In the 2020 presidential race, the poll found Biden at 49% and Trump at 45% in a head-to-head match-up. In December, Biden had 47% support and Trump 46%. While the changes are solidly within the poll’s margin of error, poll director Charles Franklin said Biden’s standing against Trump has improved slightly over the past several polls.
In other head-to-head match-ups, Sanders had 47% compared with Trump’s 46%; while Trump had a 3-point edge over Massachusetts Sen. Elizabeth Warren, 48-45; and a 2-point edge over former South Bend Mayor Pete Buttigieg, 46-44. All of those match-ups are within the poll’s plus or minus 4.1 percentage point margin of error.

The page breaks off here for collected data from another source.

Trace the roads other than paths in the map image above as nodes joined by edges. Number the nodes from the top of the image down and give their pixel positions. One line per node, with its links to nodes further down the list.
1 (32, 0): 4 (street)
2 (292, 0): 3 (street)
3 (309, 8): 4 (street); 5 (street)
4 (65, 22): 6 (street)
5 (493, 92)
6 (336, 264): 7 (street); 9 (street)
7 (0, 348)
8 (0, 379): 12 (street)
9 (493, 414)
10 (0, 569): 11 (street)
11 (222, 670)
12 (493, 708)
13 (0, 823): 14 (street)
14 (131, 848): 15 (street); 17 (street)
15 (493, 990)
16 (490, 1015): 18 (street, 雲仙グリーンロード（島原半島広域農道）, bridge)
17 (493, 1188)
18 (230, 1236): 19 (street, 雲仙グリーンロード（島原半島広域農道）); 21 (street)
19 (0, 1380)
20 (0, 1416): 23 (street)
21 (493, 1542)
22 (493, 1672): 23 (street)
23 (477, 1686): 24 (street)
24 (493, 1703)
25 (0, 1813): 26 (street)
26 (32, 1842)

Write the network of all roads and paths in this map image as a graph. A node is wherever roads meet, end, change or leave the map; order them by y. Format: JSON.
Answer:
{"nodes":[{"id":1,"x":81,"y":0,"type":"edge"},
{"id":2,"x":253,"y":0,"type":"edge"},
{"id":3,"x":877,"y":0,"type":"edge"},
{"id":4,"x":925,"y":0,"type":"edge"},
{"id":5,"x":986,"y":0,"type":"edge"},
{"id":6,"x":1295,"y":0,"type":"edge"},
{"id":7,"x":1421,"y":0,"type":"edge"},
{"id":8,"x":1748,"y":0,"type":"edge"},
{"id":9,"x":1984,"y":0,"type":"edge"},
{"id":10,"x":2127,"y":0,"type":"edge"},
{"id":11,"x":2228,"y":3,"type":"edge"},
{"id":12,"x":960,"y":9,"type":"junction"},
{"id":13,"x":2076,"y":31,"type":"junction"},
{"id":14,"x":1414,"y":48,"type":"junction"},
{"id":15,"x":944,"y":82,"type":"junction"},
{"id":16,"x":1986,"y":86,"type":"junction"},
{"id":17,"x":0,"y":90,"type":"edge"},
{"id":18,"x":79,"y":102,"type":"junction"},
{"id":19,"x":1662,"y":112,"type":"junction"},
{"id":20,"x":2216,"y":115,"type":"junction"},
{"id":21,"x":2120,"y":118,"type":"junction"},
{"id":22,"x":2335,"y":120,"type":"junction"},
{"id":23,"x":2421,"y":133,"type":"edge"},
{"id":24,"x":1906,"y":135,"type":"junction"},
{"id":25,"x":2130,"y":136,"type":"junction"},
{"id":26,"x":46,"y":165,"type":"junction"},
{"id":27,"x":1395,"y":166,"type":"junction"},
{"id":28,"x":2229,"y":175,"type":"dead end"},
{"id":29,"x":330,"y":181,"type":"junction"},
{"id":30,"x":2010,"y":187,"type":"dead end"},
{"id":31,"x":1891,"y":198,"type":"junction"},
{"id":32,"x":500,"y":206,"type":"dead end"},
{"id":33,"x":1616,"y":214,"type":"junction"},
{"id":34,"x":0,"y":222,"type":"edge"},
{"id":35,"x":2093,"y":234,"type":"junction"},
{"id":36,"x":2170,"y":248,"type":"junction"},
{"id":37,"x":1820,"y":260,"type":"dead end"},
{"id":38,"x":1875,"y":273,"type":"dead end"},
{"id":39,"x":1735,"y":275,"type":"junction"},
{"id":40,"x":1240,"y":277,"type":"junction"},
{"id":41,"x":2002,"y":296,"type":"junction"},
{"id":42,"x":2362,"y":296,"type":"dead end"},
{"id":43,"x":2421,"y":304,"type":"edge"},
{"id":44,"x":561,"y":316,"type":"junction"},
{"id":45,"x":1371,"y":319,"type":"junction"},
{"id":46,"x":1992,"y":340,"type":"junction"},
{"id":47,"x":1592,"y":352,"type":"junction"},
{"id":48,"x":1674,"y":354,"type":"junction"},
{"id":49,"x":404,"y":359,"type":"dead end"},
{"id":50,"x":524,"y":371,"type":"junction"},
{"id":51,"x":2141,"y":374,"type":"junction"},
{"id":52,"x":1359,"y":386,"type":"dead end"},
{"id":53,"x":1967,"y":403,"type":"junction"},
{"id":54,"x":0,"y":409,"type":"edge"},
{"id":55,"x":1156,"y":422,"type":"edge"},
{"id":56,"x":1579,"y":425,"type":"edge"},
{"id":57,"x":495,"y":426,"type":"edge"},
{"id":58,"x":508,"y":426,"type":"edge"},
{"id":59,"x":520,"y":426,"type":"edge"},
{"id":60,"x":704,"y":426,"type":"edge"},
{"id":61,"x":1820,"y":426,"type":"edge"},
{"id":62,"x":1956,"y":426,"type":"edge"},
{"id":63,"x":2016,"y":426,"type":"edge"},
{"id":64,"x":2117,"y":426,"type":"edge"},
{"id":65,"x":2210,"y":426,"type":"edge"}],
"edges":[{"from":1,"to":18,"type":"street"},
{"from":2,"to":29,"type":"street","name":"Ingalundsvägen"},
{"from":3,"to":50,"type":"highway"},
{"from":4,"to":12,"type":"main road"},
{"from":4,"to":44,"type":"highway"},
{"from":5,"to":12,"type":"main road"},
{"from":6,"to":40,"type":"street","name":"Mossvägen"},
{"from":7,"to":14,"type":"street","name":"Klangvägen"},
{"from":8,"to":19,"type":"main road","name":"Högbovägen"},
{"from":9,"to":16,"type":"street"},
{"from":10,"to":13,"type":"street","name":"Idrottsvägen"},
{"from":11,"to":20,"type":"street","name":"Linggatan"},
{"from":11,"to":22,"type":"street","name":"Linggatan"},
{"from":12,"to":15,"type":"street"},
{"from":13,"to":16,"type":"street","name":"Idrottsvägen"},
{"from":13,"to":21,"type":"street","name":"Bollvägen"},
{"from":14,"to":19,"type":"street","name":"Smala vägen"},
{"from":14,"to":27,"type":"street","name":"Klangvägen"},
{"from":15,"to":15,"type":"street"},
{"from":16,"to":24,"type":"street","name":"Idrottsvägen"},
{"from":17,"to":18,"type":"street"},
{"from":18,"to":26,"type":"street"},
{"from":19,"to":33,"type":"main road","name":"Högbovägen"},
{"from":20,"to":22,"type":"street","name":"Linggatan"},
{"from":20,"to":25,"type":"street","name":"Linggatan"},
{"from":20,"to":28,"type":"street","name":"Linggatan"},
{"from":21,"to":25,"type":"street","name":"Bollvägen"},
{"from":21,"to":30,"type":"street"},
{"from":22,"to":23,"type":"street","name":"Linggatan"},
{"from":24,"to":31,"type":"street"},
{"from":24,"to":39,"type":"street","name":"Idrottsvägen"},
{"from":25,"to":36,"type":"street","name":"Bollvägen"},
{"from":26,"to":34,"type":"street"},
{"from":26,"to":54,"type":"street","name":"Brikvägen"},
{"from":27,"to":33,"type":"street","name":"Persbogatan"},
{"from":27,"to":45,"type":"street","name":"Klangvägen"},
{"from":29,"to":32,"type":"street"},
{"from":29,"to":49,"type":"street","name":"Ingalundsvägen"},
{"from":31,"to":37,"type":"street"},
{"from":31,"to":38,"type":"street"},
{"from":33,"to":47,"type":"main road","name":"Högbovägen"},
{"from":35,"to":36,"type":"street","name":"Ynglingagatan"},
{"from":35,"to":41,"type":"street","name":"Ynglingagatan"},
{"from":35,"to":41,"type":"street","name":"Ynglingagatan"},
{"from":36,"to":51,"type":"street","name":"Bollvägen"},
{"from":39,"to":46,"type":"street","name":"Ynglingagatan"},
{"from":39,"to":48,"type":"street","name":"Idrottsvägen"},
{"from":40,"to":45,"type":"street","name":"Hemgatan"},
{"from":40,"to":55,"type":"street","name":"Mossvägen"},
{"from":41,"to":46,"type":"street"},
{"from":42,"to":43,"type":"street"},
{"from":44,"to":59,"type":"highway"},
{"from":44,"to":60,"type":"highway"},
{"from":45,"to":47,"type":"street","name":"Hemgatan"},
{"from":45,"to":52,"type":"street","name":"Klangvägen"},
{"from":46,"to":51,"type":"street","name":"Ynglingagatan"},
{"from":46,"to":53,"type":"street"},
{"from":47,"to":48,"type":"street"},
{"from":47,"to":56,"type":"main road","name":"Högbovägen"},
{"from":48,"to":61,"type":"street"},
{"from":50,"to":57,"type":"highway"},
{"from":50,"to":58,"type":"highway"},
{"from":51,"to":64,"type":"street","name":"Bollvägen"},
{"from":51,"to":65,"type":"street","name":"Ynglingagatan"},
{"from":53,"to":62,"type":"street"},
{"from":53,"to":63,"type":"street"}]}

In December, Trump had slim but not statistically significant leads over those Democratic challengers.
Amid partisan discord in the state Capitol, 51% of respondents approve of how Democratic Gov. Tony Evers is doing his job, while 40% disapprove. Those figures remain virtually unchanged from last month.
A plurality of respondents — 47% — now say the state is headed in the wrong direction while 46% say it’s going in the right direction. That marks a change from the last time the question was asked in October, when 53% said the state was going in the right direction and 39% thought it was headed down the wrong track.
The poll also found widespread distrust of government. Eighty percent of respondents somewhat or strongly agreed with the statement “the government is pretty much run by a few big interests looking out for themselves,” 88% somewhat or strongly agreed that people in government waste taxpayer money, and 64% somewhat or strongly agreed that “you really can’t trust the government to do the right thing.”
Still, similar to previous polls, 55% said increasing spending on public schools was more important than cutting taxes, while 41% said cutting taxes was more important.
The poll interviewed 800 registered Wisconsin voters by landline or cell phone Jan. 8-12. The margin of error for questions about the Democratic presidential primary race is plus or minus 6.3 percentage points.